▸ **What the task asks**
The output should be the records themselves, given again exactly.

▸ **Listed records**

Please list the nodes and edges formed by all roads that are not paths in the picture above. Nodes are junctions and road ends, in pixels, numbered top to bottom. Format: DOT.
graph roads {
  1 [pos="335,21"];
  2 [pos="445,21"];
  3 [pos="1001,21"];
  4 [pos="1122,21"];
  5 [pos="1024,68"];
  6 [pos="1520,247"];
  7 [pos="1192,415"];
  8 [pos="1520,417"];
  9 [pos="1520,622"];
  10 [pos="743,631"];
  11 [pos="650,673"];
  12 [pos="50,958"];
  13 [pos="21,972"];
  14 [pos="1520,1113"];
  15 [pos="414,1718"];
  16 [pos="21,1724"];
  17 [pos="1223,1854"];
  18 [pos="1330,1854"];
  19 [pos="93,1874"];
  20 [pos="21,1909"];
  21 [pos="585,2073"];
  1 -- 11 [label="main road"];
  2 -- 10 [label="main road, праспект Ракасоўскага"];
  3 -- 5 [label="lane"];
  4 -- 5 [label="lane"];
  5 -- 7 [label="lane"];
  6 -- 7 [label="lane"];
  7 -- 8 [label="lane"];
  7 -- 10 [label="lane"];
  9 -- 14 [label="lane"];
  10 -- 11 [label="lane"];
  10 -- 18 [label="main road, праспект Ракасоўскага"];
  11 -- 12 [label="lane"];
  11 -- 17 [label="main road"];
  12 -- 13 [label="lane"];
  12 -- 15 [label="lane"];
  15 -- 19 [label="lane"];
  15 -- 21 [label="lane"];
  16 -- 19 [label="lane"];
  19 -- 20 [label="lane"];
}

▸ **Task answer**
Please list the nodes and edges formed by all roads that are not paths in the picture above. Nodes are junctions and road ends, in pixels, numbered top to bottom. Format: DOT.
graph roads {
  1 [pos="335,21"];
  2 [pos="445,21"];
  3 [pos="1001,21"];
  4 [pos="1122,21"];
  5 [pos="1024,68"];
  6 [pos="1520,247"];
  7 [pos="1192,415"];
  8 [pos="1520,417"];
  9 [pos="1520,622"];
  10 [pos="743,631"];
  11 [pos="650,673"];
  12 [pos="50,958"];
  13 [pos="21,972"];
  14 [pos="1520,1113"];
  15 [pos="414,1718"];
  16 [pos="21,1724"];
  17 [pos="1223,1854"];
  18 [pos="1330,1854"];
  19 [pos="93,1874"];
  20 [pos="21,1909"];
  21 [pos="585,2073"];
  1 -- 11 [label="main road"];
  2 -- 10 [label="main road, праспект Ракасоўскага"];
  3 -- 5 [label="lane"];
  4 -- 5 [label="lane"];
  5 -- 7 [label="lane"];
  6 -- 7 [label="lane"];
  7 -- 8 [label="lane"];
  7 -- 10 [label="lane"];
  9 -- 14 [label="lane"];
  10 -- 11 [label="lane"];
  10 -- 18 [label="main road, праспект Ракасоўскага"];
  11 -- 12 [label="lane"];
  11 -- 17 [label="main road"];
  12 -- 13 [label="lane"];
  12 -- 15 [label="lane"];
  15 -- 19 [label="lane"];
  15 -- 21 [label="lane"];
  16 -- 19 [label="lane"];
  19 -- 20 [label="lane"];
}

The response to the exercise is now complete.